Pick out and copy every line below that has the word "Hillcrest".
───── Excerpted data ─────
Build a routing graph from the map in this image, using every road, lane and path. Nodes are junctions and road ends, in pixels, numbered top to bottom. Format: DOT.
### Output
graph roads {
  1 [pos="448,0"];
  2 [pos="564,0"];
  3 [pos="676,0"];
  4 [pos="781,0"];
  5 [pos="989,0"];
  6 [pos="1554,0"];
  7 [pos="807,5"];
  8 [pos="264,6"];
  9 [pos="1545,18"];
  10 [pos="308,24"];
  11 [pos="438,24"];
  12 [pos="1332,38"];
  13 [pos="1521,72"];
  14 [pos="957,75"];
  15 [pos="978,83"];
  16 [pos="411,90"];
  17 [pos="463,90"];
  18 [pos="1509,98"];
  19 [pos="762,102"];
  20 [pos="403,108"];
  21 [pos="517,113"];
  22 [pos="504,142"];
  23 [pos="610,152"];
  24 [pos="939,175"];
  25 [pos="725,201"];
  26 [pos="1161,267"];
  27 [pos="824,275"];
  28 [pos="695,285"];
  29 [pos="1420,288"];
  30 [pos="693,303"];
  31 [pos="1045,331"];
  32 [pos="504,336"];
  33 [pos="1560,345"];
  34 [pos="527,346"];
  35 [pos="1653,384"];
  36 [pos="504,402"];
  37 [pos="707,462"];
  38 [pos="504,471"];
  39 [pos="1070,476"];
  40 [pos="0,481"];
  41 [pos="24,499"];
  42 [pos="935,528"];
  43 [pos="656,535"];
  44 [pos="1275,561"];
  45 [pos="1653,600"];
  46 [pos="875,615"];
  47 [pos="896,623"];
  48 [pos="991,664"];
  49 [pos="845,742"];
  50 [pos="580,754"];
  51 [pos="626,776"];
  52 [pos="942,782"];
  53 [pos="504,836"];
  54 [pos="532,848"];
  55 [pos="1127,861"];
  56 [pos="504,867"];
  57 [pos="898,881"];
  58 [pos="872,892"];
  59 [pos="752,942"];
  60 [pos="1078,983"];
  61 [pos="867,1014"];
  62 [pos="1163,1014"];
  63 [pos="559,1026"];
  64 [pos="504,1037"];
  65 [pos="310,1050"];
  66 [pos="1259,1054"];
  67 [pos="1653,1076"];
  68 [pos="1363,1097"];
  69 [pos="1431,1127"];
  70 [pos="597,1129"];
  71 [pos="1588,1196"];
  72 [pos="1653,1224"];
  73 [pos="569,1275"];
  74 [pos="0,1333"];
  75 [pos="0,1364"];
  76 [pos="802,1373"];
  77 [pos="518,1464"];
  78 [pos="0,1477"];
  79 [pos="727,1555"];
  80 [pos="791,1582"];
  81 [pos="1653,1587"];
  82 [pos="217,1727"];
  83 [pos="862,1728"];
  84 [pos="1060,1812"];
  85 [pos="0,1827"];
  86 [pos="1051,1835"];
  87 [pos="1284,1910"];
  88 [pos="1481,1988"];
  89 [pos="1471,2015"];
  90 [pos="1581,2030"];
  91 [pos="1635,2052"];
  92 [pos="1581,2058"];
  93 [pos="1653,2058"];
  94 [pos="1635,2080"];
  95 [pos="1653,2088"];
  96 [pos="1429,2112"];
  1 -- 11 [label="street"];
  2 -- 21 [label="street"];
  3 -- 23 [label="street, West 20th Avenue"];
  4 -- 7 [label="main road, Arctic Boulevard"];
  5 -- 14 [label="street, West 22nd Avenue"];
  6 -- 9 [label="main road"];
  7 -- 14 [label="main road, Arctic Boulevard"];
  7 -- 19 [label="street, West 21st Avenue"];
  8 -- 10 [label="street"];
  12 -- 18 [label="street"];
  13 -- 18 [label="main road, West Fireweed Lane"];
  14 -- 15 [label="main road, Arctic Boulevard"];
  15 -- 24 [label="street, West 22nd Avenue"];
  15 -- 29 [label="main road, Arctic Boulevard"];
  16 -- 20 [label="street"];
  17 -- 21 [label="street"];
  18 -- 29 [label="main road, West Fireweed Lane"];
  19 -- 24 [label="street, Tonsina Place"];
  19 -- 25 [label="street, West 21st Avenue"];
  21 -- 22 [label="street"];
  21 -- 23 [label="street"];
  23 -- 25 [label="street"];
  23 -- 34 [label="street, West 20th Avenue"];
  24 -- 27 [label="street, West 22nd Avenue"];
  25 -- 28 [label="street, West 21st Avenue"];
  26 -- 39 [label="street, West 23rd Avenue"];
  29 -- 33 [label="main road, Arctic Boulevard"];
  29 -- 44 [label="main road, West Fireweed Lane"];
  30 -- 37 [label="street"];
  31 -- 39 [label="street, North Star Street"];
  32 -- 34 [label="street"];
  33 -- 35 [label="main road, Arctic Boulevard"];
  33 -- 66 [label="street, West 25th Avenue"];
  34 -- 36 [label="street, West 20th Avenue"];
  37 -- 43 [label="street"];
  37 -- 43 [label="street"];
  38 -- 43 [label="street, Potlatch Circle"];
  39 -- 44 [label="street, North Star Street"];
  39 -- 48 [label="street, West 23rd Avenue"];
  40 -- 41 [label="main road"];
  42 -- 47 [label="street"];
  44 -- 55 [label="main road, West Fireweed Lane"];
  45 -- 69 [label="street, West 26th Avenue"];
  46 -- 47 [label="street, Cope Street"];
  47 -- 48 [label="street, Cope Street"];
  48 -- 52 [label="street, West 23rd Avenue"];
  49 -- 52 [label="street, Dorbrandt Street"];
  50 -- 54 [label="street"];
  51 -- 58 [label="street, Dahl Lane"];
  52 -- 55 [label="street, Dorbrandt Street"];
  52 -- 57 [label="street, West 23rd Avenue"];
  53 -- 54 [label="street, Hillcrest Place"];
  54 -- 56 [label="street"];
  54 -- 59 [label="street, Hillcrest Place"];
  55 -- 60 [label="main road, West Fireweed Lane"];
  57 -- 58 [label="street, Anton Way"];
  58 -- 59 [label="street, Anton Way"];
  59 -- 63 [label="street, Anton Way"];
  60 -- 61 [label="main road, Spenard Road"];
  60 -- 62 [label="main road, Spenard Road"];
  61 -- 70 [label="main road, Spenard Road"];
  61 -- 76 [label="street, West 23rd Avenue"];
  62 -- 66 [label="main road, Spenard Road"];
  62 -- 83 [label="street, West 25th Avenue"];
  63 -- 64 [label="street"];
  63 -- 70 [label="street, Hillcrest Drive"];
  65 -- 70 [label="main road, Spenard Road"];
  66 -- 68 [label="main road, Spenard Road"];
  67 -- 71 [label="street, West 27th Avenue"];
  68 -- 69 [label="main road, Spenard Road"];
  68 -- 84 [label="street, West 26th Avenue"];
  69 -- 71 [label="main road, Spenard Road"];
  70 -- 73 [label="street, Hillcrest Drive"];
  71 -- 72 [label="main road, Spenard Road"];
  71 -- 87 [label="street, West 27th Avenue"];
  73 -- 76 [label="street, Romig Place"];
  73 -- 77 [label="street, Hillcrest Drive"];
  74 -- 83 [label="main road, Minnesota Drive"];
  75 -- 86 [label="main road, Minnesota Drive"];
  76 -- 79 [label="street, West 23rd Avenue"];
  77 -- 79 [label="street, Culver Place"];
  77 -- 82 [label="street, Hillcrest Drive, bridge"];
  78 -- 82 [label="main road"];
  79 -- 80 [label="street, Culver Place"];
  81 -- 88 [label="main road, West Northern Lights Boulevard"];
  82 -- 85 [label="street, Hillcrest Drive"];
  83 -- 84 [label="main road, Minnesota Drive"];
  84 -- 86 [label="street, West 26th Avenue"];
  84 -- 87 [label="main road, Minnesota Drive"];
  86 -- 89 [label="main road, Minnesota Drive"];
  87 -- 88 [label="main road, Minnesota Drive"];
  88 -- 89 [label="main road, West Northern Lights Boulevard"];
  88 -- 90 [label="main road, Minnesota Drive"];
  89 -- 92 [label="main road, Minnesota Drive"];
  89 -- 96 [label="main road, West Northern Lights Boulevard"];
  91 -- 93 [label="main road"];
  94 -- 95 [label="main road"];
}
─────
Output for this exercise:
  53 -- 54 [label="street, Hillcrest Place"];
  54 -- 59 [label="street, Hillcrest Place"];
  63 -- 70 [label="street, Hillcrest Drive"];
  70 -- 73 [label="street, Hillcrest Drive"];
  73 -- 77 [label="street, Hillcrest Drive"];
  77 -- 82 [label="street, Hillcrest Drive, bridge"];
  82 -- 85 [label="street, Hillcrest Drive"];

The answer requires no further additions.